Most of Shakespeare's plays were based on someone else's original, but once Shakespeare got his hands in it, he turned it into something very different and better.

You may not be Shakespeare, but you can be original even when using an existing plot.

Og

Edited for PS: I used a Piers Anthony short story The Bridge as inspiration for my Christmas Fairy story (with an acknowledgement, of course).

Then Leonard Bernstein comes along and turns the Montaques and Capulets into dancers.

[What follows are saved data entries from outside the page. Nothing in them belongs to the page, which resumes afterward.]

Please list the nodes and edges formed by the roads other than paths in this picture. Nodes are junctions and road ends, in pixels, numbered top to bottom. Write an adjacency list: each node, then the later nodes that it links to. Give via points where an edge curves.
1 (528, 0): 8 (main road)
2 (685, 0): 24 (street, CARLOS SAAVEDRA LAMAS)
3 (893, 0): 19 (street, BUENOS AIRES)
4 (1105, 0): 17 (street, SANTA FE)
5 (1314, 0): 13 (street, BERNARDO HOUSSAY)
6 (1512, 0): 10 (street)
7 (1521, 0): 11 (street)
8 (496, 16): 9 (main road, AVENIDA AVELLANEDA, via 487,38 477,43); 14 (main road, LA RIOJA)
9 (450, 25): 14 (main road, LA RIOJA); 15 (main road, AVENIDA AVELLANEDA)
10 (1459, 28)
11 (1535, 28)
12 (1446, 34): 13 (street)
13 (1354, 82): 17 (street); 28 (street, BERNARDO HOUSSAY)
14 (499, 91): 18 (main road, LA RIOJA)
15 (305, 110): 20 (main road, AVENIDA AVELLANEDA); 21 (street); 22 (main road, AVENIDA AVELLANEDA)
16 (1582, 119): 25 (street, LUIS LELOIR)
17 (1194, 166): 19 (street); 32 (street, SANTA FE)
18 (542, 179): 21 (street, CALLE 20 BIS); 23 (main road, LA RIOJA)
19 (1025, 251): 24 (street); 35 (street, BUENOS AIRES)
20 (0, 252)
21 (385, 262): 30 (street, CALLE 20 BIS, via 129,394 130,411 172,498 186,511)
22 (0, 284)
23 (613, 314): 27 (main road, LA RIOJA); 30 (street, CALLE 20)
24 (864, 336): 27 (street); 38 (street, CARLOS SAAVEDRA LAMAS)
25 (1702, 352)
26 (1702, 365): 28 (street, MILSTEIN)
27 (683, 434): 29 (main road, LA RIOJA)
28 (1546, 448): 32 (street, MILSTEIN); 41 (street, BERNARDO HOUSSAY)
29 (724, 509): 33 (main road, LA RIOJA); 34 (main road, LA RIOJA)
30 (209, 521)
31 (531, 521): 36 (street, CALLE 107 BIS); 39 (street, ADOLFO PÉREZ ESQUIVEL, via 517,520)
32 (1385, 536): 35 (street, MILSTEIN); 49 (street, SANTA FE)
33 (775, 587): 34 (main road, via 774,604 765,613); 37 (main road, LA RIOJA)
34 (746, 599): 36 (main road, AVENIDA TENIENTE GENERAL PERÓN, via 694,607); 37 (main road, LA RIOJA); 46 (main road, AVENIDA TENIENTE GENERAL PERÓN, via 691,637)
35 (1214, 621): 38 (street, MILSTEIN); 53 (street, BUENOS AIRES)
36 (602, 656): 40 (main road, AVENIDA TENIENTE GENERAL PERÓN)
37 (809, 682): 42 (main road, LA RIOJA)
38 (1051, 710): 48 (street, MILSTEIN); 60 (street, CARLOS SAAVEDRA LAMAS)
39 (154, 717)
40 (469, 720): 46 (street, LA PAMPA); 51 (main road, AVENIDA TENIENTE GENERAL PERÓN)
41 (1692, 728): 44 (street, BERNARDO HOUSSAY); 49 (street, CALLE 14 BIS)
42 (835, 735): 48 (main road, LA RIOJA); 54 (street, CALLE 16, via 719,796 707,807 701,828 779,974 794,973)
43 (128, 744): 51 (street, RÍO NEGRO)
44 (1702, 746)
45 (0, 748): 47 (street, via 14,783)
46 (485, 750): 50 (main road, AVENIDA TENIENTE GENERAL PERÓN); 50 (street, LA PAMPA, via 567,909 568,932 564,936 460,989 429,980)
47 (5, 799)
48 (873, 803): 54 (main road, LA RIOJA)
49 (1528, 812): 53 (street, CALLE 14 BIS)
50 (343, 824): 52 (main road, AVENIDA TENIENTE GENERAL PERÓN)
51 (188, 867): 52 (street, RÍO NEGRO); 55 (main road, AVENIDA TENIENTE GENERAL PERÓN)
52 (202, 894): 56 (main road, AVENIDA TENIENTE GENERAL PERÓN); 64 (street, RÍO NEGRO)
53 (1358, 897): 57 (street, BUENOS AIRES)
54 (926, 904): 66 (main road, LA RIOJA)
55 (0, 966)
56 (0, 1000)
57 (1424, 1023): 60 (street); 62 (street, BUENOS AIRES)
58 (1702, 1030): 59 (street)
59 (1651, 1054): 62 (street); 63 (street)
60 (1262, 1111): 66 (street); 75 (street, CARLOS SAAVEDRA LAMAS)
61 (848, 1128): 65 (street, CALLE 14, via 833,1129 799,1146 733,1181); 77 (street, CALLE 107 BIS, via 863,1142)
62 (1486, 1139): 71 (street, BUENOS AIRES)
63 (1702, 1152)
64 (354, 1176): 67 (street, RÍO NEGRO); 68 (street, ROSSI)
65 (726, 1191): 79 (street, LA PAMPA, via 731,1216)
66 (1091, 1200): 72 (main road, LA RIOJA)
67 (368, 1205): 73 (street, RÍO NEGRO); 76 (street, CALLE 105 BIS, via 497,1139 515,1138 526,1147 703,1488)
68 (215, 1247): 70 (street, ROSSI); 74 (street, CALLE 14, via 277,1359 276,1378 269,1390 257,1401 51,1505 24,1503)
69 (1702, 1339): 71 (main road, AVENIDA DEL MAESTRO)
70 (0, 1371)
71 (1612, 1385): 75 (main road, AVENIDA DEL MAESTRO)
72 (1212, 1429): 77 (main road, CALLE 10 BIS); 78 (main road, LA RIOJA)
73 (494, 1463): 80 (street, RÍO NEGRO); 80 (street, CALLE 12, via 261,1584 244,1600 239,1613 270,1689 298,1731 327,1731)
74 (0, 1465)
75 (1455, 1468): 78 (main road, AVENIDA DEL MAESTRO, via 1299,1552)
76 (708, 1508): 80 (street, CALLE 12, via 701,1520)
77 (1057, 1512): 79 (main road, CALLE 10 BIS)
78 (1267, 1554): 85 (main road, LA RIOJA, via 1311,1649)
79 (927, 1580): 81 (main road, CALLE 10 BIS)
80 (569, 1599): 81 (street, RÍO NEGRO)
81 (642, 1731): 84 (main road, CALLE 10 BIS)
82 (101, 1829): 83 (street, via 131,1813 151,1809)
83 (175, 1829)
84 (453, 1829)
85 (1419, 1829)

This is the hard truth of writing, which many people never grasp. Ideas are easy to come by. The execution is difficult.
 
As Ogg says, you take it as inspiration. You don't try to recreate it; you stand it on its head as Bernstein did with Romeo and Juliet (West Side Story) or Tom Stoppard did with Hamlet (Rosencrantz and Gildenstern Are Dead).
 
Or, not even stand on its head-- you just might have interpreted that scene differently, or expected it to go in a different direction, and want to show it that way.
 
I was wondering if authors when you are inspired by a particular movie/scene/show and want to implement it into a story of your own, How you end up writing it without it coming across as a worse copy of the same thing?
I don’t want to come off sound condescending, but I think it’s really pretty simple. Put your own spin on the idea that inspired you and some real effort into your writing.
 
Plots are recycled constantly in every genre from plays to novels to films. There are a few incredibly original takes on these plots though. When they are "unique," it is because the person who wrote them has what is called artistic ability.
 
If I'm inspired by something I read or watch, and want to incorporate the idea into my own work, I try to distill it down to its essence rather than its obvious superficial structure. That way, you get a more powerful story, and there is little chance that it will look anything like the original work.

For example, don't copy the plot, the characters, the setting; copy the emotions, the conflicts, the ambiguities. But copy them into your own characters, plots and settings.
 
Either, or--and several other ways as well.

(I've just come from a Virginia Festival of the Book program where an author has written a couple of "Becky Thatcher" books--the later life of the young girl in Tom Sawyer.)